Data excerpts
┄┄┄┄┄┄
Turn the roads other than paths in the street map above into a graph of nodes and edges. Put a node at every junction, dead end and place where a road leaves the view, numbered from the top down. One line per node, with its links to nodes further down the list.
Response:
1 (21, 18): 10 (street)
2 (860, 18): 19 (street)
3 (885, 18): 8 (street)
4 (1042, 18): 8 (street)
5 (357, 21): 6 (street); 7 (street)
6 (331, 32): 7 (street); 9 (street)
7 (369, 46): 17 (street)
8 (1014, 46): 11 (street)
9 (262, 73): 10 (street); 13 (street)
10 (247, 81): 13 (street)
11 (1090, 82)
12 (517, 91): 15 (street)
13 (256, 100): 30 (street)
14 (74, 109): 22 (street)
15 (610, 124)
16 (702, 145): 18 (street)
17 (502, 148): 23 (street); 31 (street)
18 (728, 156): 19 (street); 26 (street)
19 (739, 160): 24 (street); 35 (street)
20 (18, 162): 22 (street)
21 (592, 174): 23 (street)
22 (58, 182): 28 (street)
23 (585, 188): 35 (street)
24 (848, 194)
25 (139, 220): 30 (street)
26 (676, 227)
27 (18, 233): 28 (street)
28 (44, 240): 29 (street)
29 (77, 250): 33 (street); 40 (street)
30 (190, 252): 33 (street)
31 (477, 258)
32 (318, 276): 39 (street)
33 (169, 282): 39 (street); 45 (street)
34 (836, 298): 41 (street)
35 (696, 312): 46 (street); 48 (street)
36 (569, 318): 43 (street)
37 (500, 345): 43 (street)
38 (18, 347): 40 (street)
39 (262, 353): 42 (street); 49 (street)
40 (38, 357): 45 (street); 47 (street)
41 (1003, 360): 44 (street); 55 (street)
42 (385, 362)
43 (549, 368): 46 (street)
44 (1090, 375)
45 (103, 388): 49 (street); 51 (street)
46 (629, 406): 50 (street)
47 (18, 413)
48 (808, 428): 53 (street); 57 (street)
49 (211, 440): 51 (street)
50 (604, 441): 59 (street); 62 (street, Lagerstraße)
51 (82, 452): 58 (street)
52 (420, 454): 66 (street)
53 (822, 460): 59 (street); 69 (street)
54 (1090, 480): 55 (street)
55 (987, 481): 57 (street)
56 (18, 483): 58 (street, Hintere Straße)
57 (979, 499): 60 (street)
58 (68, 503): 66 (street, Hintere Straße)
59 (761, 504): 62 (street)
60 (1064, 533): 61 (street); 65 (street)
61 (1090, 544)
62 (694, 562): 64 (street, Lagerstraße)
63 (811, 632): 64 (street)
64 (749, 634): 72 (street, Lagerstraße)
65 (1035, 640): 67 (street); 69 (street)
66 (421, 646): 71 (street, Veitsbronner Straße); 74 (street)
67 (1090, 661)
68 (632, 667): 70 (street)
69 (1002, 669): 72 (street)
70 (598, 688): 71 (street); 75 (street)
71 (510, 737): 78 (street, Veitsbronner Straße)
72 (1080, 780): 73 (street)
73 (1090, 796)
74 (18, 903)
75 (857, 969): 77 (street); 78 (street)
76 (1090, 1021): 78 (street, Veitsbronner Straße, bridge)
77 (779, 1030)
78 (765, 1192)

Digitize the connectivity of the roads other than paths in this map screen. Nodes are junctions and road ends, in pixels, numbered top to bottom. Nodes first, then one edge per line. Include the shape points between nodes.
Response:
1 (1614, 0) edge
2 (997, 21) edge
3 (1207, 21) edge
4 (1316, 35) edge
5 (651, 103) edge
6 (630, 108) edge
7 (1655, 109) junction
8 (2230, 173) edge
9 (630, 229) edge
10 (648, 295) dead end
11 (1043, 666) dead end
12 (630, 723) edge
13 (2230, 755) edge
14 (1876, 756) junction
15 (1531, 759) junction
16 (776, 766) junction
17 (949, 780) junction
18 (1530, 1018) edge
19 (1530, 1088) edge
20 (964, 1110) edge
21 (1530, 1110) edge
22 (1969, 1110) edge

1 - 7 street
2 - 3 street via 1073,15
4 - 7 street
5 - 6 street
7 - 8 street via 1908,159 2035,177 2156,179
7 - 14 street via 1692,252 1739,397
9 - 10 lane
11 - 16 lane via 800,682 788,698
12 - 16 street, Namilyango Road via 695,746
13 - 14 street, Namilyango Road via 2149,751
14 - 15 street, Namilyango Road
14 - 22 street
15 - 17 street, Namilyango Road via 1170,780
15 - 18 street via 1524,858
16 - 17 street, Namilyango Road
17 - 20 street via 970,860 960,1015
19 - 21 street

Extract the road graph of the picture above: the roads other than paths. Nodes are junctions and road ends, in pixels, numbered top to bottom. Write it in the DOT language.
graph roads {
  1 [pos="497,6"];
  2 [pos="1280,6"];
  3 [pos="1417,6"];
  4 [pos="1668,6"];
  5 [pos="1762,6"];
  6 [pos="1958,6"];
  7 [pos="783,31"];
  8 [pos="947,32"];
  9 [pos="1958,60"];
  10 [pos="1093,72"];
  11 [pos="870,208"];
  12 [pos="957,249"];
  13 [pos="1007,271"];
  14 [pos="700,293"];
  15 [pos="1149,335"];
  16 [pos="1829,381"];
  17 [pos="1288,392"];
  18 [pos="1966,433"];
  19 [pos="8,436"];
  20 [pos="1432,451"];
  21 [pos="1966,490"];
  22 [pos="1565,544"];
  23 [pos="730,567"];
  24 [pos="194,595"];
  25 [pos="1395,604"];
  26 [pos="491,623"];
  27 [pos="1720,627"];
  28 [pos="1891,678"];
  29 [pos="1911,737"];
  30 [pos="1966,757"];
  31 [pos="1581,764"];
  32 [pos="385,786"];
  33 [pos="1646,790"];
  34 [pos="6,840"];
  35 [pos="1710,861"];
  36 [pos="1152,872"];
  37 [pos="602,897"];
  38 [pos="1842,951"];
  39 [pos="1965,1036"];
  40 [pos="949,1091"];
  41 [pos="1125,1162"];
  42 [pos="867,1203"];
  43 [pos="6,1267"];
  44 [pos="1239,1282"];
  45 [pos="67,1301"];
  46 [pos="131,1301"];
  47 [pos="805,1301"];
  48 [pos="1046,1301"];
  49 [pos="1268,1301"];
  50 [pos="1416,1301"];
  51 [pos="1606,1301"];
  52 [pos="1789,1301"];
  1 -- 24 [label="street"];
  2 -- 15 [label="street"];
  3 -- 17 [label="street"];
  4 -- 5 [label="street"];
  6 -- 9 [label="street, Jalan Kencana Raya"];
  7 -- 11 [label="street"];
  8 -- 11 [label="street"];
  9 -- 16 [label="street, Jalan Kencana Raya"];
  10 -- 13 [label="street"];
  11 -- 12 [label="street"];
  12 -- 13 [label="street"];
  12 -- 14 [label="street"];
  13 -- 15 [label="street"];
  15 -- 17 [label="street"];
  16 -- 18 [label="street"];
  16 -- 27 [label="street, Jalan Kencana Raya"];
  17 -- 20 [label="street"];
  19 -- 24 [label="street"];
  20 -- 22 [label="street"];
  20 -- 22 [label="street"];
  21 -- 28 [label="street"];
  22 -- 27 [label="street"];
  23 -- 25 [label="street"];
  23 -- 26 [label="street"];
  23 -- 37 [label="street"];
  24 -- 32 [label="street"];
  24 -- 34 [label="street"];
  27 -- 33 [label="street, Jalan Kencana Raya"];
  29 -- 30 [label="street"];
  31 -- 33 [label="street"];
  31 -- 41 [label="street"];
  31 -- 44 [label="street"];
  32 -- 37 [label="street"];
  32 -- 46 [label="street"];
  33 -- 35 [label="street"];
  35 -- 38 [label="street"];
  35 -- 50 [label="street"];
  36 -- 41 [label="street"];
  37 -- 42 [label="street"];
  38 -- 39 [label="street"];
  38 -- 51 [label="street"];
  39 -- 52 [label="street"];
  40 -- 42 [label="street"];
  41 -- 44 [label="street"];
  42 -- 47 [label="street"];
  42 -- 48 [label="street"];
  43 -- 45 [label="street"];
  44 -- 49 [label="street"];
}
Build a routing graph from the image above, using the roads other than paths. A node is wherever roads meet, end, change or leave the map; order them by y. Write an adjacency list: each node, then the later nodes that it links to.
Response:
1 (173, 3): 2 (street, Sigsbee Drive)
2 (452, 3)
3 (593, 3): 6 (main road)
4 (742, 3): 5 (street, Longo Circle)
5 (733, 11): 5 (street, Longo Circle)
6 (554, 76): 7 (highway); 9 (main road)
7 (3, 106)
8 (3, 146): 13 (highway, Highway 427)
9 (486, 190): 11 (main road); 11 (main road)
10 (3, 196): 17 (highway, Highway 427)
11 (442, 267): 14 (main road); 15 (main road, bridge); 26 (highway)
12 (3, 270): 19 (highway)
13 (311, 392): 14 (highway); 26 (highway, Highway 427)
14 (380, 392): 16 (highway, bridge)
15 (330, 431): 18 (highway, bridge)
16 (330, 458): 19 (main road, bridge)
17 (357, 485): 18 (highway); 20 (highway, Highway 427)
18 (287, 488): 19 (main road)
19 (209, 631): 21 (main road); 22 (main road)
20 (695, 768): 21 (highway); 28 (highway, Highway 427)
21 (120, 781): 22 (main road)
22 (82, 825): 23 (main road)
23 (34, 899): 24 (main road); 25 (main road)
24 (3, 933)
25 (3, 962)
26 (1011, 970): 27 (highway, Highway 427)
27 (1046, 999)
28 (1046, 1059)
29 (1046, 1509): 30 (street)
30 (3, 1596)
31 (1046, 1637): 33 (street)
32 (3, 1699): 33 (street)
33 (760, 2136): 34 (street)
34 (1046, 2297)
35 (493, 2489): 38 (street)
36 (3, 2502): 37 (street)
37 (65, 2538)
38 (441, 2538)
┄┄┄┄┄┄
Your instructions: Only the number should be given: how many lines in the data contain the string "Veitsbronner".

Written answer: 3